# [What to do]
The data that follows should be copied out exactly.

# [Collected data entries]
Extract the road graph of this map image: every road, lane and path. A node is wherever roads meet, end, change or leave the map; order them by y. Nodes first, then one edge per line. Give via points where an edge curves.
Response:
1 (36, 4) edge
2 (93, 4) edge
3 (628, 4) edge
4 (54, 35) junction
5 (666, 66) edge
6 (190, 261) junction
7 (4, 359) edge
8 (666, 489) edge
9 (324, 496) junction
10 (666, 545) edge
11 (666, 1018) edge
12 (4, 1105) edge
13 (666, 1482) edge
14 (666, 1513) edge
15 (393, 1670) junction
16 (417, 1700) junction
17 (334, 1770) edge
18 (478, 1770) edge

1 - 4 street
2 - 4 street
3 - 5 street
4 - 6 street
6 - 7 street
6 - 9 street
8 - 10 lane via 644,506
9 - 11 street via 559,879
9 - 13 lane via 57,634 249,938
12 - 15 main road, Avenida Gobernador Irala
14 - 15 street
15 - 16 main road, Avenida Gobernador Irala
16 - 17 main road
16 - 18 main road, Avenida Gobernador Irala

# [Written answer]
Extract the road graph of this map image: every road, lane and path. A node is wherever roads meet, end, change or leave the map; order them by y. Nodes first, then one edge per line. Give via points where an edge curves.
Response:
1 (36, 4) edge
2 (93, 4) edge
3 (628, 4) edge
4 (54, 35) junction
5 (666, 66) edge
6 (190, 261) junction
7 (4, 359) edge
8 (666, 489) edge
9 (324, 496) junction
10 (666, 545) edge
11 (666, 1018) edge
12 (4, 1105) edge
13 (666, 1482) edge
14 (666, 1513) edge
15 (393, 1670) junction
16 (417, 1700) junction
17 (334, 1770) edge
18 (478, 1770) edge

1 - 4 street
2 - 4 street
3 - 5 street
4 - 6 street
6 - 7 street
6 - 9 street
8 - 10 lane via 644,506
9 - 11 street via 559,879
9 - 13 lane via 57,634 249,938
12 - 15 main road, Avenida Gobernador Irala
14 - 15 street
15 - 16 main road, Avenida Gobernador Irala
16 - 17 main road
16 - 18 main road, Avenida Gobernador Irala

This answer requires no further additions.